Saved data entries:
--- START ---

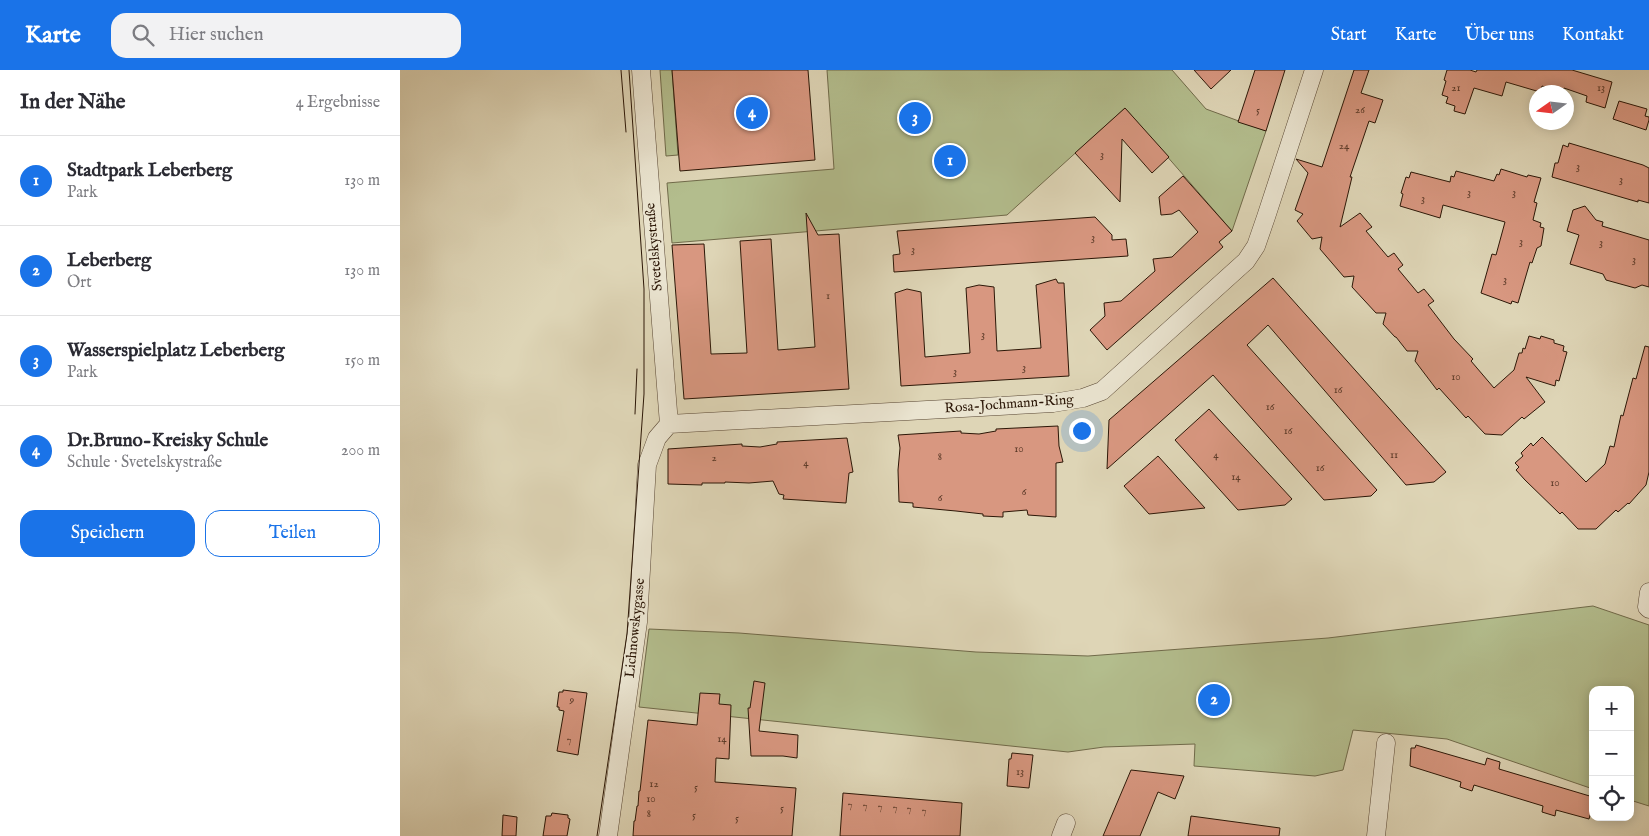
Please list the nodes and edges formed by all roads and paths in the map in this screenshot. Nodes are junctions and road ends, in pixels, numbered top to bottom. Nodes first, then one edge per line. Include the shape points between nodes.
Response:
1 (641, 70) edge
2 (1314, 70) edge
3 (668, 424) junction
4 (1386, 743) dead end
5 (608, 836) edge
6 (1376, 836) edge

1 - 3 street, Svetelskystraße
2 - 3 street, Rosa-Jochmann-Ring via 1256,246 1246,261 1102,391 1053,403
3 - 5 street, Lichnowskygasse via 657,438 647,465 638,622
4 - 6 street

--- END ---

EXERCISE REQUIREMENTS: From the first line to the last, give the data again exactly, but without pictures.

SOLVED EXERCISE:
Please list the nodes and edges formed by all roads and paths in the map in this screenshot. Nodes are junctions and road ends, in pixels, numbered top to bottom. Nodes first, then one edge per line. Include the shape points between nodes.
Response:
1 (641, 70) edge
2 (1314, 70) edge
3 (668, 424) junction
4 (1386, 743) dead end
5 (608, 836) edge
6 (1376, 836) edge

1 - 3 street, Svetelskystraße
2 - 3 street, Rosa-Jochmann-Ring via 1256,246 1246,261 1102,391 1053,403
3 - 5 street, Lichnowskygasse via 657,438 647,465 638,622
4 - 6 street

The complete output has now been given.